I’m experiencing a writing drought right now of proportions never experienced before. I love to write and yet the last month or so has been like pulling teeth to get anything down on paper, if you will. I realized that at least part of that is because I have always been reticent to dive into the weeds on what we are working on, mostly because I, for whatever reason, think it will scare all of you away.
Well, too bad. If you leave you leave because we are deep diving now, my friends! I’ve decided to write a series of posts on the thoughts and decisions behind Equals. I’ll make sure it is noted clearly in the title so you can ignore these if you prefer.
The concepts behind Equals came from an app my partner-in-code Rick Huebner invented in 1998 called MathPad. The concept was simple: what if the calculator was a piece of paper that you can write text, equations and variables on, then hit a compute button and it would fill in the missing values? It was a positive little seller but it had very small revenues compared to powerOne and we shelved it soon after Rick came to work for me in 2001.
It sat in holding for 10 years until it was brought up in 2011 in a multi-month exploration of new ideas. By 2011 we had already been selling apps in the iOS App Store for 2+ years and it was clear that selling productivity apps at $5 per copy was never going to make us enough money to even be in business, let alone support the two of us full-time. So we started hashing around for new ideas, still based on spreadsheets and calculators and numbers, that we could develop. We came up with a dozen ideas, built a few prototypes and started testing. Equals, which we were calling MathPoint at the time, was the most interesting and compelling of these partly because of its connection to our existing powerOne customers.
We spent months using MathPoint ourselves and with a few close friends of the company. We began to refine it. We eliminated all of the syntax complexity of Rick’s MathPad, we expanded variables to include numbers and spaces, which made them feel much more natural. We went from purely text-based notes to include formatting and started playing around with how to do that on iOS and the web. We even moved from an iOS-only app to a sync-based system to a web-first application. Refining and simplifying took forever. We came very close to releasing apps a few times but backed off for one reason or another each time.
Our momentum on the project was slow. Throughout we had two core problems: 1) we were moving more and more toward a web-based product as a starting point; and 2) powerOne was/is making so little money that it wouldn’t support even one of us full-time. So we took the value we had — iOS development experience and a well-regarded product — and sold those. We received a number of custom development contracts over the last couple of years, all of which kept us in business. Our income went from 100% product to 70% custom development work but we also had profits for the first time in years all while paying ourselves a break even salary.
As mentioned, though, our philosophy about where to release the first versions of Equals changed as well. We went from an iOS-only app to an iOS app that leveraged the web for syncing only to a browser-based app. I hope to get into this decision later but for now understand that at the time we made this decision we had very little experience with browser-based, HTML5 apps. We had worked with it a little in the iOS app, but very little.
So we got a development contract that basically paid us to learn HTML5. While the project was a huge pain, we were able to learn rudimentary skills and it brought us enough money to give us a window of development in the summer and fall of 2013.

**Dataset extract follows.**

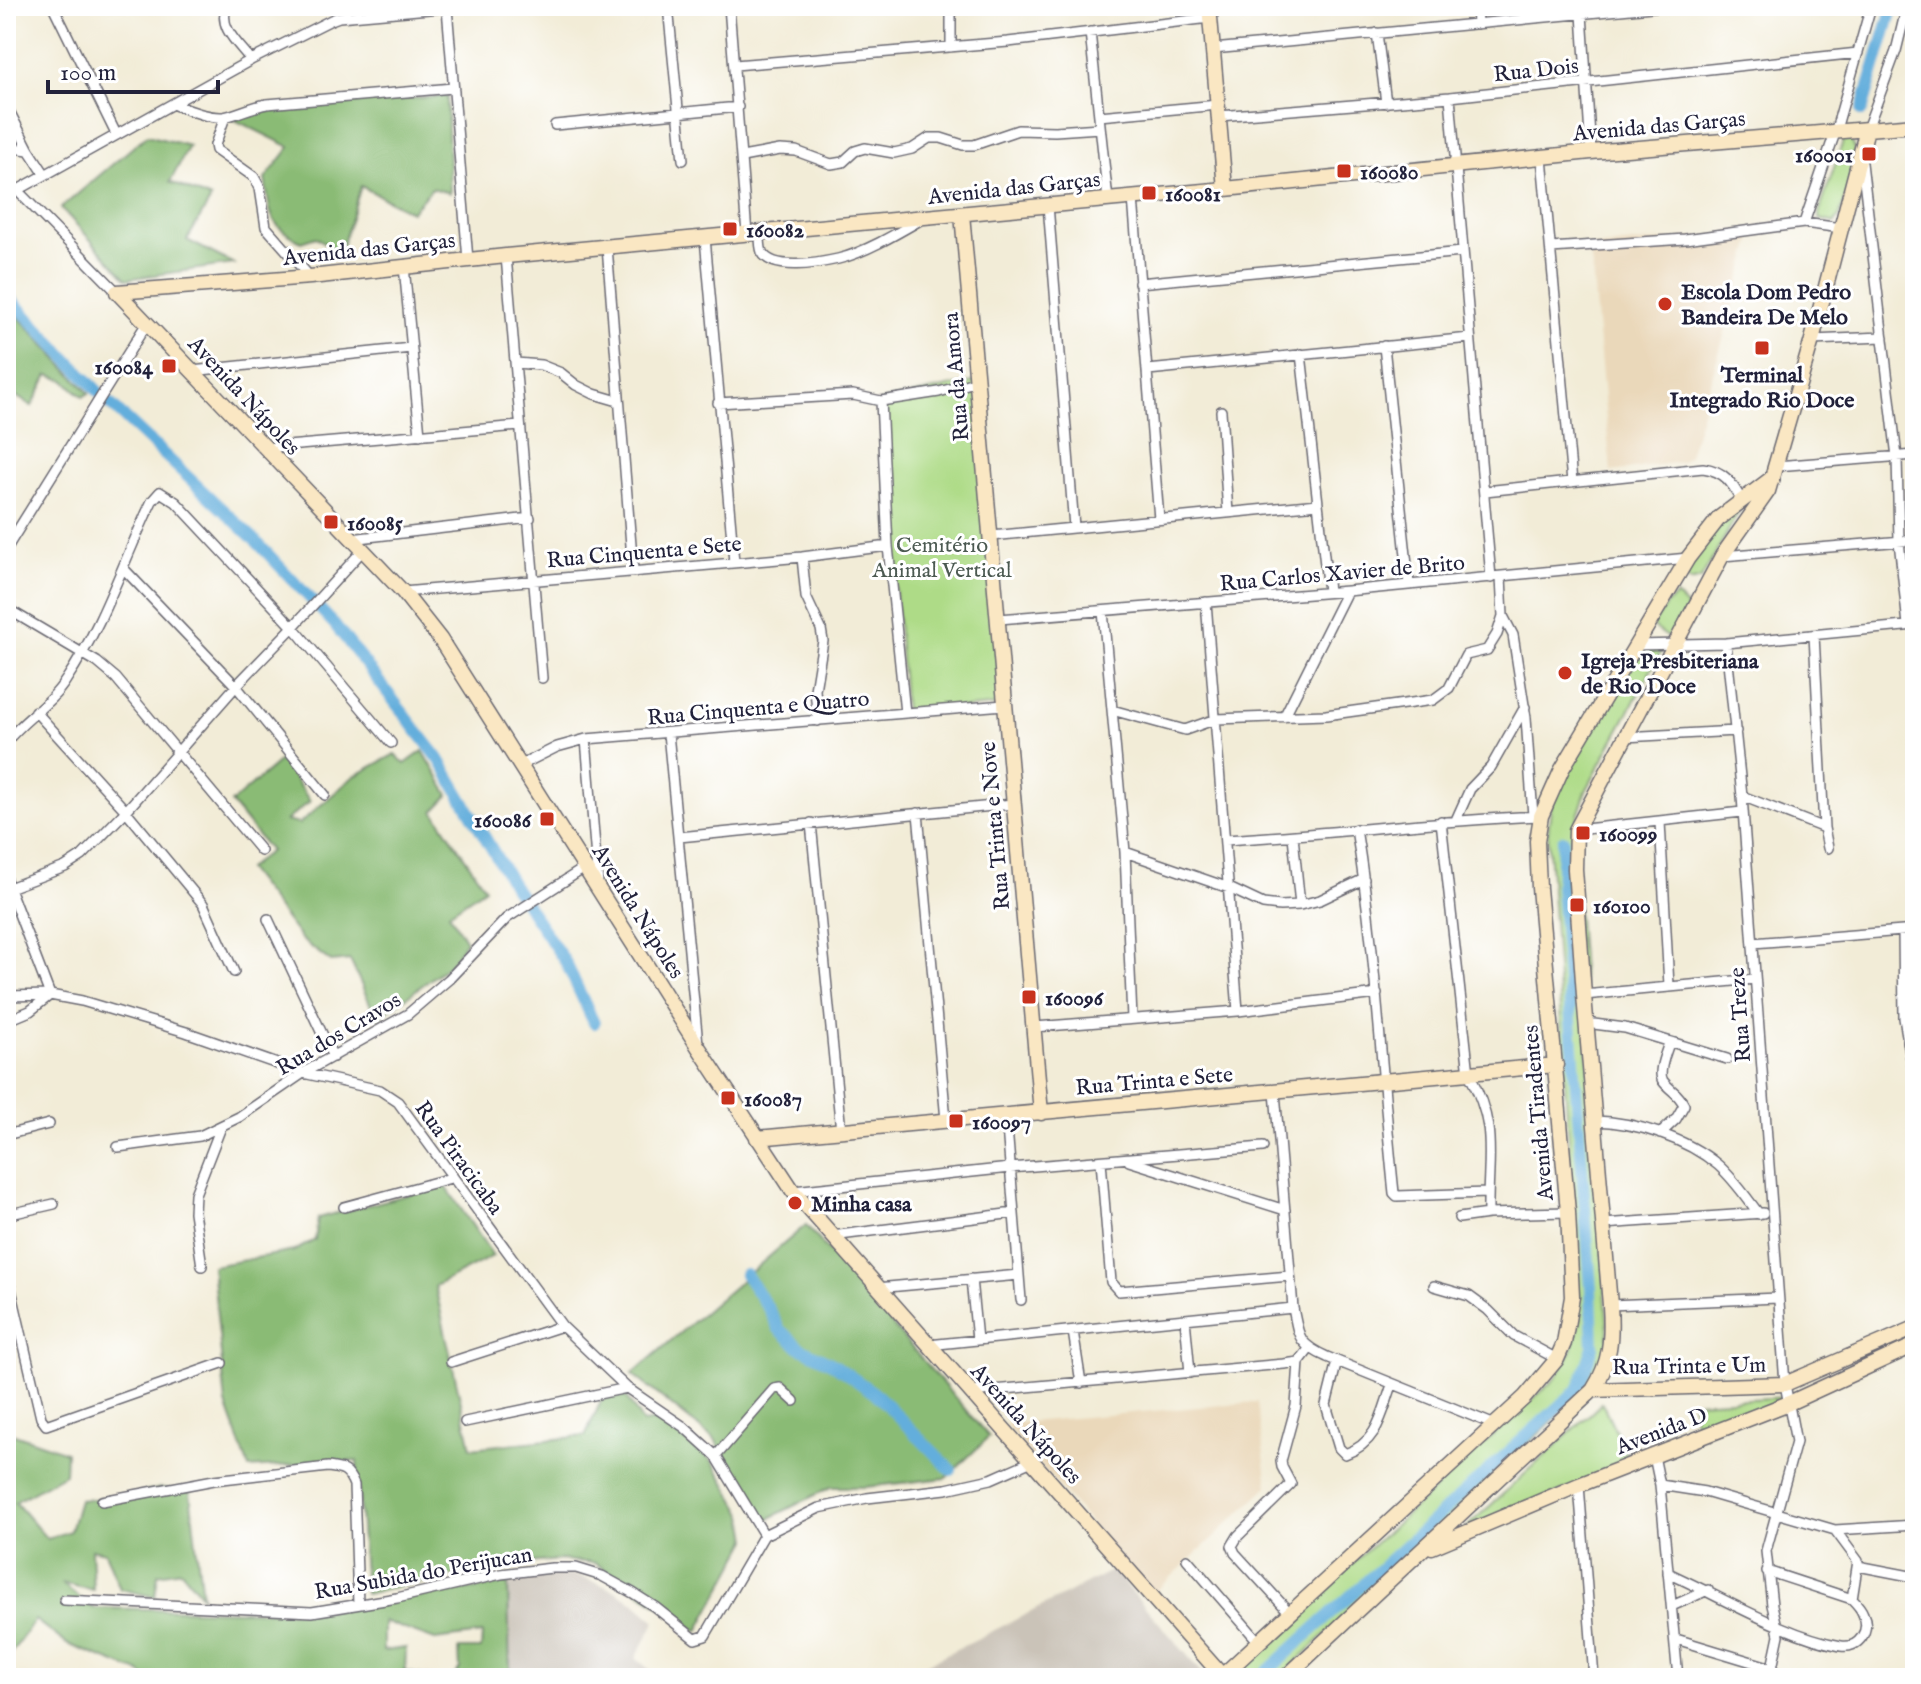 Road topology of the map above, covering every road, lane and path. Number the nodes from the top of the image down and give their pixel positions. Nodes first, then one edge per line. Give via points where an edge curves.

We thought we were close. We reached out to some of our existing powerOne customers, getting them all excited, when we thought we were within a month of shipping. Unfortunately the window collapsed. One reason was because we had some health issues that our now dealt with. Another is because getting a releasable version turned out to be far more complex than we ever anticipated.
The window closed. By the fall of 2013, we were again running out of money. We closed more contract deals and focused exclusively on those. By early 2014, though, we had stockpiled enough money again to focus full-time on Equals. In fact, we have now stockpiled enough contracts and deals to likely need no contract work until the end of 2014, our longest window to focus exclusively on Equals (and get paid) in a very long time!
As we’ve been head’s down now for more than two months on developing a web-based version of Equals, we are finally getting very close. It has been interesting, though. Sometimes we think we are closer than we are and sometimes we are battling the technology for weeks on end trying to make it do what we want and sometimes we head down a path only to realize, after getting 95% of the way there, that it was absolutely the wrong technology or process.
It turns out the devil really is in the details. The amount of spec writing I’ve done in the past few months far exceeds the design work I’ve done in the history of the company, and of course every time we make a change it has ripple effects through the code. Add to that our relative inexperience with HTML5 and our time estimates have been way off.
Anyway, that’s enough for now. All I can say for certain is we are (finally!) very close. Yesterday I pushed to the live server our first partially working version and hopefully the remaining handful of missing pieces will lay in quickly over the next few weeks. The learning hurdles should be behind us now as we have the basics of the technology working. We need to finish up the last missing pieces and test and test and test.
Our goal is to roll this out slowly. We have never had to worry about server load before and we have never had to worry about client-server interactions and all the unknown unknowns that go with new technology on a new platform in a new environment. I’m also worried about the rudimentary nature of Equals. It is so early and there is so much to do. I hope Equals isn’t too far down on the minimum viable product curve.
I can’t wait to share it with you, though. It has been a slow train coming.